- IATA: none; ICAO: DAAB;

Summary
- Airport type: Military
- Serves: Blida
- Location: Algeria
- Elevation AMSL: 535 ft / 163 m
- Coordinates: 36°30′14″N 2°48′52″E﻿ / ﻿36.50389°N 2.81444°E

Map
- DAAB Location of Blida Airport in Algeria

Runways
| Direction | Length |  | Surface |
| ft | m |
| 07/25 | 5,930 | 1,807 | Asphalt |
- Source: Landings.com

= Blida Airport =

Airport in Algeria

Blida Airport is an airport in Blida, Algeria . It undertook a repavement project in 2012.

== History ==
On 8 November 1942, during World War II, the airport was taken by the 11th Infantry Brigade, British Army. The event was part of the Operation Torch of the North African Campaign. Shortly afterwards, Lieutenant B.H.C. Nation, RN, leader of a flight of Grumman Martlets from HMS Victorious, saw white handkerchiefs fluttering on the ground and landed on the airfield. He accepted a written agreement from the French Air Commander that Allied aircraft might land. No. 326 Wing RAF began arriving by 11 November 1942 and soon its four squadrons of Bristol Bisleys were bombing Axis airfields by night.

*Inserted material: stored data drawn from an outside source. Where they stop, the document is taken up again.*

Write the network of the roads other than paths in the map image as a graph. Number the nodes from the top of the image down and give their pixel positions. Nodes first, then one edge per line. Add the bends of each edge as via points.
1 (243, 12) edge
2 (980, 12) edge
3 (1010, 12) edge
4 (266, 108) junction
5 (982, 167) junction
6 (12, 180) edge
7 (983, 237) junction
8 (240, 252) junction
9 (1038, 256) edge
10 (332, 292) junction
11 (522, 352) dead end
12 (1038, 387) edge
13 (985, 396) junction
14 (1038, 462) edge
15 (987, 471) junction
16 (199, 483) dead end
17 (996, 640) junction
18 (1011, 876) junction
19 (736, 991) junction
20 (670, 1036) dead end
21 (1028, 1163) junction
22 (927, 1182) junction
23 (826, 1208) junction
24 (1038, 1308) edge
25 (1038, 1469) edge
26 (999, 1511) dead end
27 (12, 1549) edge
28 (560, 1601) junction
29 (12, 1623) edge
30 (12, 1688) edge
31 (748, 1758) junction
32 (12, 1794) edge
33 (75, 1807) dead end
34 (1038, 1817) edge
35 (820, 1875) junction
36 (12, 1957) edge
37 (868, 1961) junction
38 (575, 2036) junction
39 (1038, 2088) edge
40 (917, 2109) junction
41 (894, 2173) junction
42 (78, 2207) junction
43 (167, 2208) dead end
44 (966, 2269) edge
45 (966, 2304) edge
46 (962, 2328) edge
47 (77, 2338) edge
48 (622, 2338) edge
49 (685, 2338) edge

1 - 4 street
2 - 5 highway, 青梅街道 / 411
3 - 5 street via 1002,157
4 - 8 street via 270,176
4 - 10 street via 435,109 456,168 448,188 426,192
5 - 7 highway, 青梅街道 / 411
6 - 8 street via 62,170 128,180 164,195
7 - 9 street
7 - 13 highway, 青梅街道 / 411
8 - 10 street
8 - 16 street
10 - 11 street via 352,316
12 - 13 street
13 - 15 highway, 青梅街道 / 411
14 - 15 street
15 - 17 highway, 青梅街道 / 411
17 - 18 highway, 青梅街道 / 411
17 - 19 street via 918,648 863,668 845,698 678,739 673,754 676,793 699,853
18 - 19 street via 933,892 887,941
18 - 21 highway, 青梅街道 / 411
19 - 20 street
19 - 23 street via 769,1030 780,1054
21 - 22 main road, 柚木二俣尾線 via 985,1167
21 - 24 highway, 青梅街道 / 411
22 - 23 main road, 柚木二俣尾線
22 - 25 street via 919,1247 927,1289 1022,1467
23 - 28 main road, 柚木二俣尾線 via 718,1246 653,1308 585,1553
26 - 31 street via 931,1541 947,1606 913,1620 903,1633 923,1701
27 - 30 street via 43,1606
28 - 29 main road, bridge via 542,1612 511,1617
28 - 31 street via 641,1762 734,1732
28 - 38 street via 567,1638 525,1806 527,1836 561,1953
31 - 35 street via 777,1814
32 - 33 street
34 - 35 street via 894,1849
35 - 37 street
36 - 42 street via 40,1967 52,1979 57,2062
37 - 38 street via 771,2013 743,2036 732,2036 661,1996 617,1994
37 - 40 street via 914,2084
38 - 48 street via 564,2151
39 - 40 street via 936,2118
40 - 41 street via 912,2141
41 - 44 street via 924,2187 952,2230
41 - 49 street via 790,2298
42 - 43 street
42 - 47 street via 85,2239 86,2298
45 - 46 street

On 6 December 1942, the 97th Bomb Group's 414th Bomb Squadron Commanding Officer flew from Tafaraoui Airfield at Oran, Algeria to certify the preparation of the "Blida Airfield" ready to receive two 97th Bomb Group Squadrons, the 342nd and the 414th. On 12 December 1942, the 414th Bomb Squadron Commander flew back to Tafaraoui Airfield at Oran, Algeria. The next day, the 342nd and the 414th Bomb Squadrons flew to "Blida Airfield" and prepared for its next day's bombing mission. On 14 December 1942, all four Bomb Squadrons from the 97th Bomb Group departed their respective bases and bombed the Tunis docks in Tunisia and returned to new their new base at Biskra, Algeria.